Removing 200s from an Apache access log
At work we use Splunk to do log analysis of our frontend Apache which acts as a simple proxy to the application servers. I quite like Splunk but we were hitting our quota quite frequently when we started to include our access log to the indexed files.
We noticed that the vast majority of our entries in the access log had 200
response statuses. We’re actually not that interested in all these 200s and
it would greatly reduce our Splunk usage if we could filter them all out.
What we could have done is to just use the normal access log and then have a
cronjob grep out all the 400s and 500s but that didn’t seem very elegant. I
wanted a solution without an intermediate step.
Apache has a feature called conditional logging, however it can’t be used to filter by response code.
On the other hand I found out about piped logs. The idea is that you just pipe the log to another process which in turn can do any log processing and filtering you want.
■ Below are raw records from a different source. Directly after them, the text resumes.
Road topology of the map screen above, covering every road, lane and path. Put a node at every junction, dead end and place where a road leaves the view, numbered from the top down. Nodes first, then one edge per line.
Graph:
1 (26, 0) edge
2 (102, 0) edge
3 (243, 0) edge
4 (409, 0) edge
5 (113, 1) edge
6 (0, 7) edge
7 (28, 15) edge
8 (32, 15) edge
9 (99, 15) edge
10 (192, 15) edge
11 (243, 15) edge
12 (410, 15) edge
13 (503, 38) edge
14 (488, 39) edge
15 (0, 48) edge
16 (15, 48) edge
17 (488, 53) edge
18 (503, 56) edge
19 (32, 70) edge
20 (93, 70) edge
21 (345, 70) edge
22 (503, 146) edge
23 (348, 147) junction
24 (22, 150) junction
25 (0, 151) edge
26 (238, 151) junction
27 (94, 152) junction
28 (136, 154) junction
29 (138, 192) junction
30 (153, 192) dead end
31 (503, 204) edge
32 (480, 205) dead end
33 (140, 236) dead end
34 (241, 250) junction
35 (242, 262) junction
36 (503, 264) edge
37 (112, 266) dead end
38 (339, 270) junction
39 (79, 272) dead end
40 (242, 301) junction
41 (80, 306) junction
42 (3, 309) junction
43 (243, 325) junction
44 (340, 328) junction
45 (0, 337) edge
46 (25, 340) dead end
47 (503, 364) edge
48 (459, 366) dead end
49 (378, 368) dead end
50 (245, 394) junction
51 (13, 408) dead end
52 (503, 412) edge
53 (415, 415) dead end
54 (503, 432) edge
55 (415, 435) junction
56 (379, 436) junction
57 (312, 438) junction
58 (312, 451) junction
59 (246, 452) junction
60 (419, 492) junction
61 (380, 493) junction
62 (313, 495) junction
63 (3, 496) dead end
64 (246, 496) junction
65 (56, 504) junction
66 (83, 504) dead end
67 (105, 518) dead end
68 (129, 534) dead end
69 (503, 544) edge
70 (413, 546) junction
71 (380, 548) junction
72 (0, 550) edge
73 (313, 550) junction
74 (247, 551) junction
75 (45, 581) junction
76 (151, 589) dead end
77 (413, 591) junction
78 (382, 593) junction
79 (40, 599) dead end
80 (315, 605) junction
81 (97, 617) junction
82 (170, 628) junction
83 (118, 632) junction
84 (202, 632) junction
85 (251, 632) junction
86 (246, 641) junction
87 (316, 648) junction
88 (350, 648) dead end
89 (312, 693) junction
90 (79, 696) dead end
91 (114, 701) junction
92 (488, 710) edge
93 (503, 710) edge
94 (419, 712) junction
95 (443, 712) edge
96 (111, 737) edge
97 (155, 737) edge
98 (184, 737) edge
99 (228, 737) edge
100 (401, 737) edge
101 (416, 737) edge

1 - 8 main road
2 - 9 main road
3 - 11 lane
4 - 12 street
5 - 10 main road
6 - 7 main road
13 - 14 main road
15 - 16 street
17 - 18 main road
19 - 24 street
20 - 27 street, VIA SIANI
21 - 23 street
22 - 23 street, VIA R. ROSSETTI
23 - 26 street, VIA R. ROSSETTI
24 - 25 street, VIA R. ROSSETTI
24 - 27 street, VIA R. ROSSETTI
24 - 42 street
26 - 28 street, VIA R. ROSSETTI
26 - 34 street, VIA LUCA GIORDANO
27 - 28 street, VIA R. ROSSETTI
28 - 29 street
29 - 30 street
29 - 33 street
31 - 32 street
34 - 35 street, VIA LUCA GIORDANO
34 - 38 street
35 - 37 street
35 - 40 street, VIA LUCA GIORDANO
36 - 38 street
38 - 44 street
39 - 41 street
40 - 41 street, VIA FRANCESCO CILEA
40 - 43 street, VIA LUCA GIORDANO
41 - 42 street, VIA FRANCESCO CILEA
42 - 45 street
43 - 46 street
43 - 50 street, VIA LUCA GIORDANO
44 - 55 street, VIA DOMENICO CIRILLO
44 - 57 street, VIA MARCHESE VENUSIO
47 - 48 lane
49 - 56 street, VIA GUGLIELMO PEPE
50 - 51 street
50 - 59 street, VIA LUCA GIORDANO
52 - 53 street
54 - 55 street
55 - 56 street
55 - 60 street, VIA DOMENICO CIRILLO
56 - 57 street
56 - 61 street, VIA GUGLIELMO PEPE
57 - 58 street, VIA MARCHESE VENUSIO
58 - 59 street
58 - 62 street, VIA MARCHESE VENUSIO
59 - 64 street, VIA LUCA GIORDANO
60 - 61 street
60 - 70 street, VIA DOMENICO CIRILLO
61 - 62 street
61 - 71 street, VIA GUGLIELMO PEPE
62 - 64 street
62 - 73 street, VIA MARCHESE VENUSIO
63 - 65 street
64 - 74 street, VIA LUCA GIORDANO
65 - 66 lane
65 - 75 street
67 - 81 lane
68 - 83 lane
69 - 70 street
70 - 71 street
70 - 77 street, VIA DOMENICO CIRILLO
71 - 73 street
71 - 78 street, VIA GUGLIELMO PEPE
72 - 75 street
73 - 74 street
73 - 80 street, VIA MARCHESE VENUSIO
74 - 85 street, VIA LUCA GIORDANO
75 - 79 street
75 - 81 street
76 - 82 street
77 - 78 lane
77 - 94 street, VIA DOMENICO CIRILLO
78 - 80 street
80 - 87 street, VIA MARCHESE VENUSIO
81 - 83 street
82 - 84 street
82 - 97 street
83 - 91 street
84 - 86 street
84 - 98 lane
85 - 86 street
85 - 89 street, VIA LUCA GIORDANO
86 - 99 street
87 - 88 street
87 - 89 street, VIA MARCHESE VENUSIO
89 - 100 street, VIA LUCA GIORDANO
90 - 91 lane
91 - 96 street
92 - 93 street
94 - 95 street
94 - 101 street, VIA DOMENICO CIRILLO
I chose a combination of grep
and Apache’s rotatelogs
. To use it, put
the following in your Apache configuration:
LogFormat "%s %h %l %u %t \"%r\" %b" splunk
CustomLog "|stdbuf -o0 /bin/grep --invert-match '^200' | /usr/sbin/rotatelogs /var/log/apache2/splunk-access.log 86400" splunk
The first line defines a log format with the nickname splunk
. In this format
we put the response code (%s
) at the beginning of the log file so we can
grep for it easily.
The second one is where the action starts. The pipe (|
) indicates that it is
a piped log. Next we use stdbuf -o0
to disable stdin
buffering which makes
it a pain to test this setup. You can skip this in production if you want to.
Next we hand over to grep
and remove all lines that start with the string
200.
Finally we pass the data on to rotatelogs
which rotates the log once a day
and gzipps those older 24 hours. Read the rotatelogs
manual
for many more configuration settings.